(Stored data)

──────

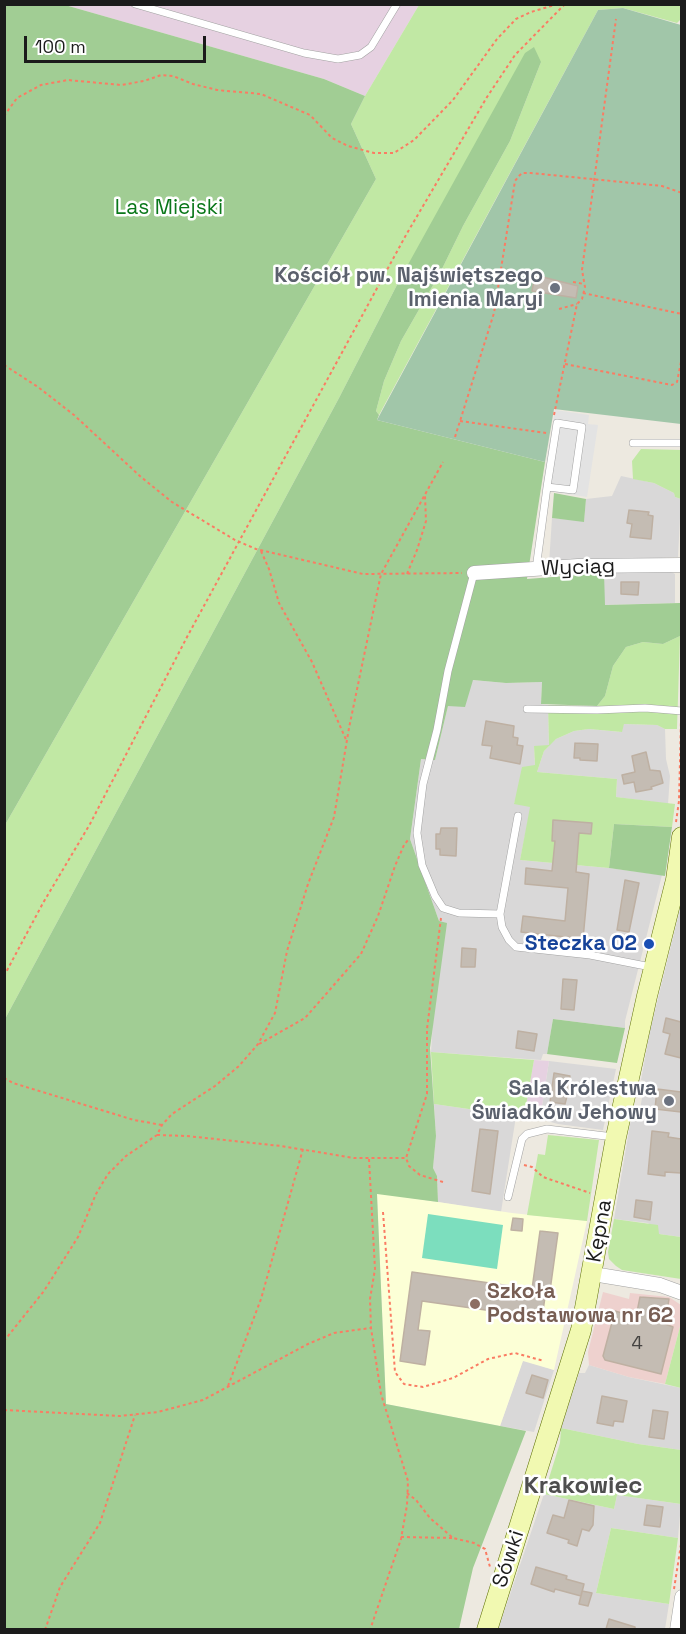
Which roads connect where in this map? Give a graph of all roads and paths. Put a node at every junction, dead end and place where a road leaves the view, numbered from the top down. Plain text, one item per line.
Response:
1 (135, 4) edge
2 (397, 4) edge
3 (558, 4) edge
4 (565, 4) edge
5 (616, 19) dead end
6 (4, 116) edge
7 (594, 179) junction
8 (681, 193) edge
9 (500, 277) junction
10 (525, 280) dead end
11 (573, 282) dead end
12 (584, 284) junction
13 (584, 294) junction
14 (577, 303) junction
15 (559, 309) dead end
16 (681, 314) edge
17 (681, 357) edge
18 (565, 364) junction
19 (4, 365) edge
20 (460, 421) junction
21 (557, 423) junction
22 (550, 434) dead end
23 (454, 437) dead end
24 (633, 443) dead end
25 (681, 443) edge
26 (443, 462) dead end
27 (548, 487) junction
28 (425, 495) junction
29 (240, 542) junction
30 (260, 550) junction
31 (681, 566) edge
32 (536, 570) junction
33 (474, 573) junction
34 (381, 574) junction
35 (407, 574) junction
36 (527, 709) dead end
37 (681, 711) edge
38 (347, 742) junction
39 (519, 816) dead end
40 (417, 833) junction
41 (681, 837) edge
42 (446, 909) junction
43 (500, 914) junction
44 (654, 968) junction
45 (4, 976) edge
46 (258, 1044) junction
47 (4, 1078) edge
48 (162, 1125) junction
49 (158, 1135) junction
50 (616, 1137) junction
51 (303, 1149) junction
52 (406, 1158) junction
53 (369, 1159) junction
54 (516, 1163) junction
55 (443, 1182) dead end
56 (598, 1196) dead end
57 (508, 1197) dead end
58 (383, 1212) dead end
59 (593, 1274) junction
60 (681, 1293) edge
61 (371, 1328) junction
62 (4, 1341) edge
63 (544, 1361) dead end
64 (228, 1386) junction
65 (4, 1410) edge
66 (135, 1414) junction
67 (532, 1489) joint
68 (407, 1493) junction
69 (401, 1537) junction
70 (453, 1538) junction
71 (681, 1538) edge
72 (491, 1573) dead end
73 (677, 1595) edge
74 (45, 1629) edge
75 (370, 1629) edge
76 (487, 1629) edge
77 (677, 1629) edge

1 - 2 lane
3 - 6 path
4 - 29 path
5 - 7 path
7 - 8 path
7 - 9 path
7 - 12 path
9 - 10 path
9 - 20 path
11 - 12 path
12 - 13 path
13 - 14 path
13 - 16 path
14 - 15 path
14 - 18 path
17 - 18 path
18 - 21 path
19 - 29 path
20 - 22 path
20 - 23 path
21 - 27 lane
21 - 27 lane
24 - 25 lane
26 - 28 path
27 - 32 lane
28 - 34 path
28 - 35 path
29 - 30 path
29 - 45 path
30 - 34 path
30 - 38 path
31 - 32 street, Wyciąg
32 - 33 street, Wyciąg
33 - 35 path
33 - 40 lane
34 - 35 path
34 - 38 path
36 - 37 lane
38 - 46 path
39 - 43 lane
40 - 42 lane
40 - 46 path
41 - 44 street, Kępna
42 - 43 lane
42 - 52 path
43 - 44 lane
44 - 50 street, Kępna
46 - 48 path
47 - 48 path
48 - 49 path
49 - 51 path
49 - 62 path
50 - 54 lane
50 - 59 street, Kępna
51 - 53 path
51 - 64 path
52 - 53 path
52 - 55 path
53 - 61 path
54 - 56 path
54 - 57 lane
58 - 63 path
59 - 60 street
59 - 67 street, Kępna
61 - 64 path
61 - 68 path
64 - 66 path
65 - 66 path
66 - 74 path
67 - 76 street, Sówki
68 - 69 path
68 - 70 path
69 - 70 path
69 - 75 path
70 - 72 path
71 - 73 path
73 - 77 street

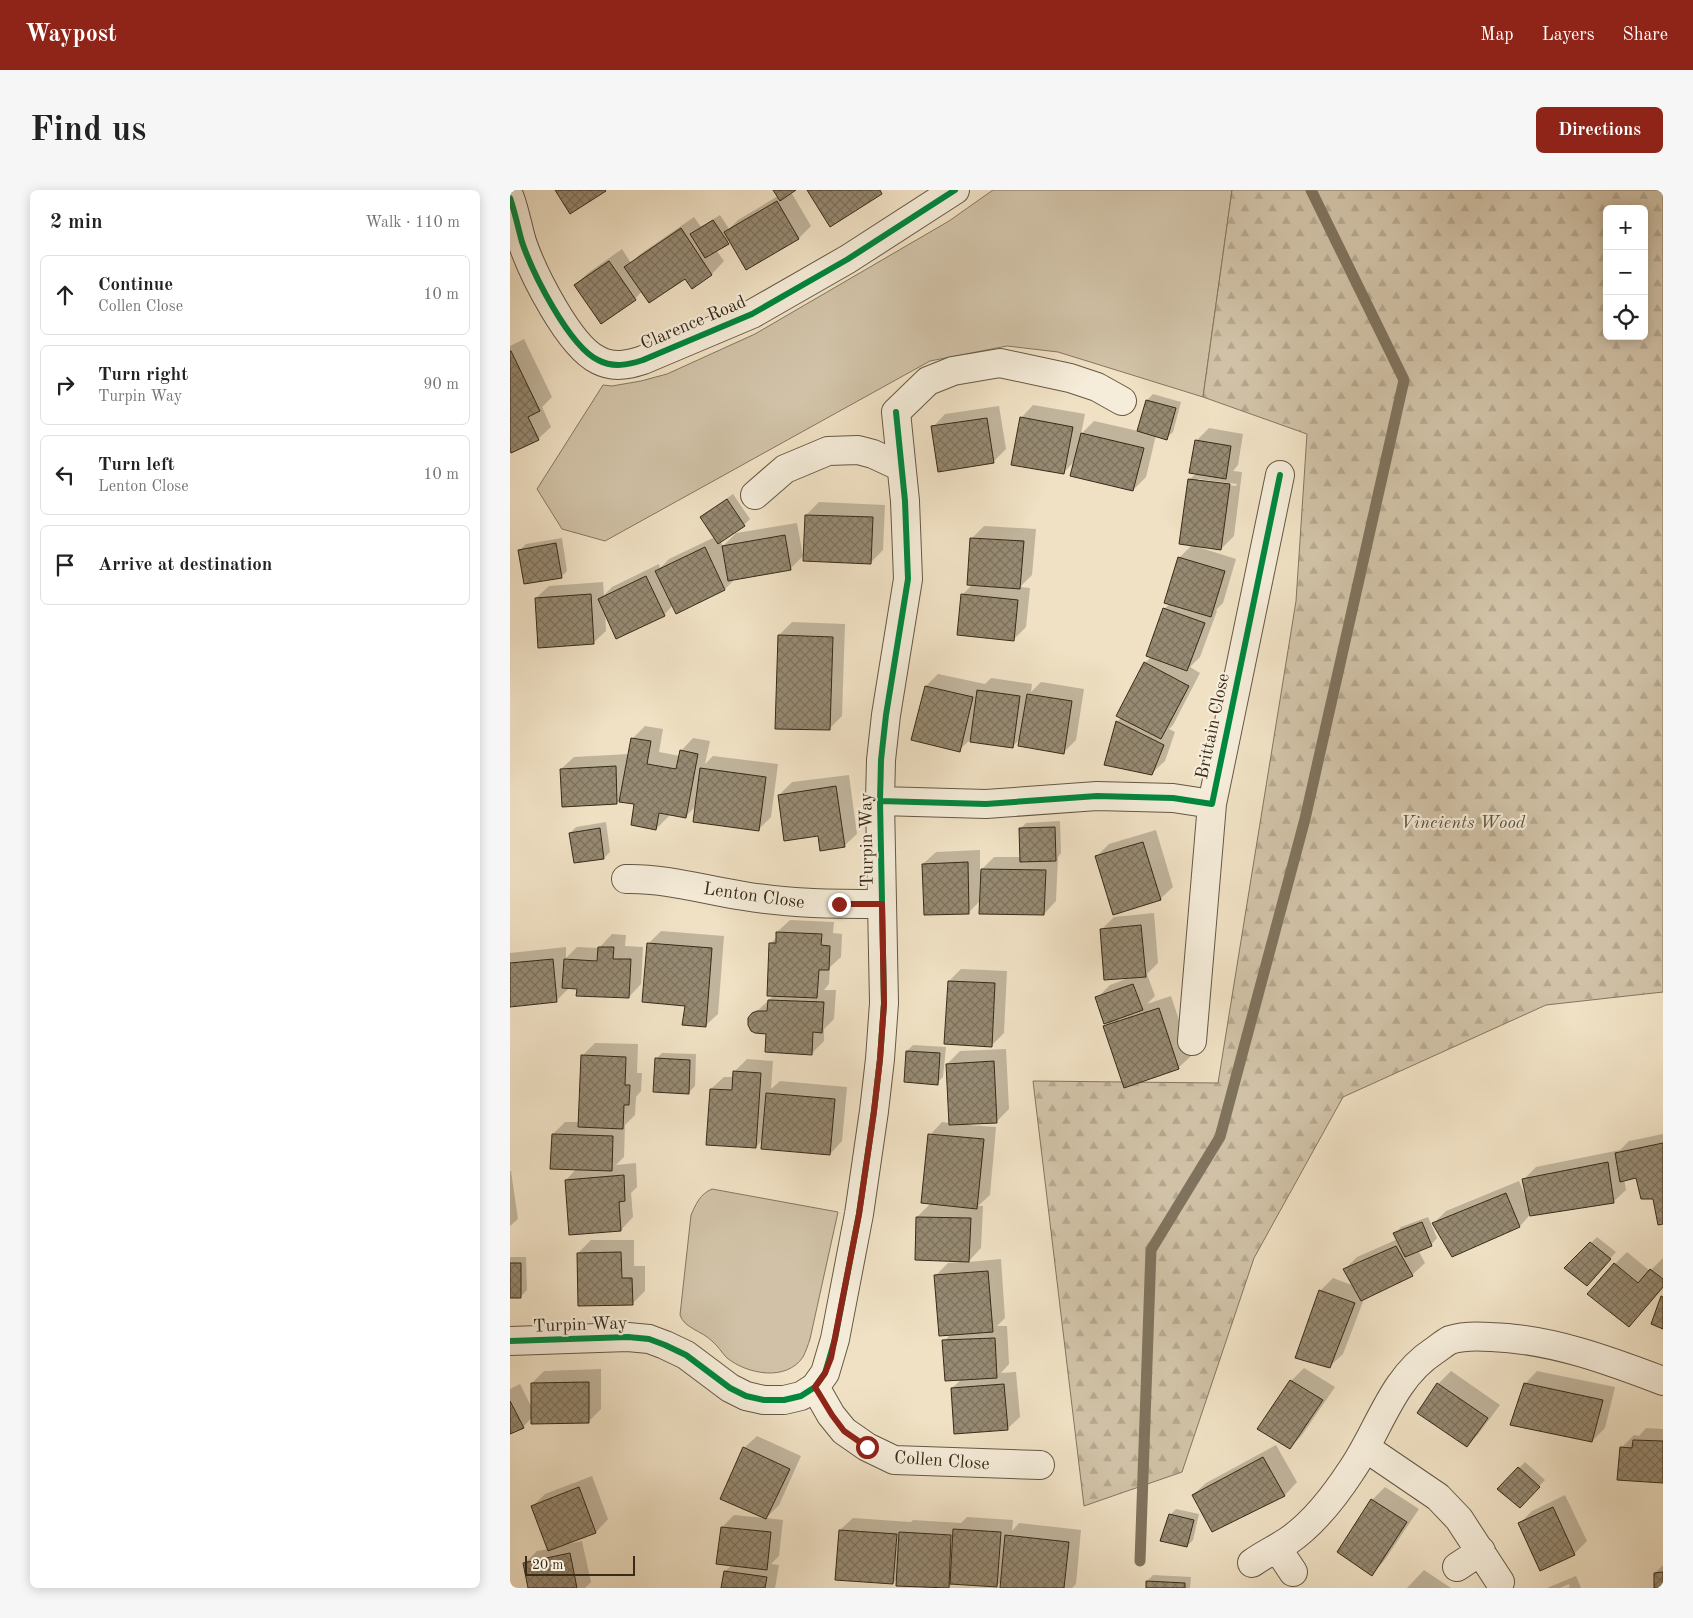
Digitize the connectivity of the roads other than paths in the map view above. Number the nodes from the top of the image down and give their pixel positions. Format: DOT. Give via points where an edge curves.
graph roads {
  1 [pos="955,190"];
  2 [pos="510,198"];
  3 [pos="1122,401"];
  4 [pos="901,467"];
  5 [pos="1280,475"];
  6 [pos="755,495"];
  7 [pos="880,801"];
  8 [pos="1212,804"];
  9 [pos="626,879"];
  10 [pos="882,904"];
  11 [pos="1192,1041"];
  12 [pos="510,1341"];
  13 [pos="1663,1382"];
  14 [pos="815,1387"];
  15 [pos="1366,1448"];
  16 [pos="1040,1465"];
  17 [pos="1276,1548"];
  18 [pos="1482,1551"];
  19 [pos="1252,1562"];
  20 [pos="1457,1567"];
  21 [pos="1293,1572"];
  22 [pos="1500,1582"];
  1 -- 2 [label="street, Clarence Road" via="848,259 752,314 628,365 599,361 573,338 544,291 523,244"];
  3 -- 4 [label="street, Turpin Way" via="1097,387 1070,378 1000,363 953,371 928,382 896,412"];
  4 -- 6 [label="street" via="858,450 828,451 785,469"];
  4 -- 7 [label="street, Turpin Way" via="908,579 886,715"];
  5 -- 8 [label="street, Brittain Close"];
  7 -- 8 [label="street, Brittain Close" via="986,804 1097,796 1173,798"];
  7 -- 10 [label="street, Turpin Way"];
  8 -- 11 [label="street, Brittain Close"];
  9 -- 10 [label="street, Lenton Close" via="644,878 793,902"];
  10 -- 14 [label="street, Turpin Way" via="884,1004 874,1111 859,1214 835,1339 825,1373"];
  12 -- 14 [label="street, Turpin Way" via="628,1336 649,1339 686,1356 746,1396 784,1400 801,1396"];
  13 -- 15 [label="street" via="1572,1349 1534,1341 1474,1336 1449,1340 1419,1360 1392,1395"];
  14 -- 16 [label="street, Collen Close" via="844,1431 894,1460"];
  15 -- 17 [label="street" via="1312,1522"];
  15 -- 18 [label="street" via="1438,1497 1460,1519"];
  17 -- 19 [label="street"];
  17 -- 21 [label="street"];
  18 -- 20 [label="street"];
  18 -- 22 [label="street"];
}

──────

= Your goal =
Exactly how many lines in the data above hold "Wyciąg"? State that number only.

= Answer to this task =
2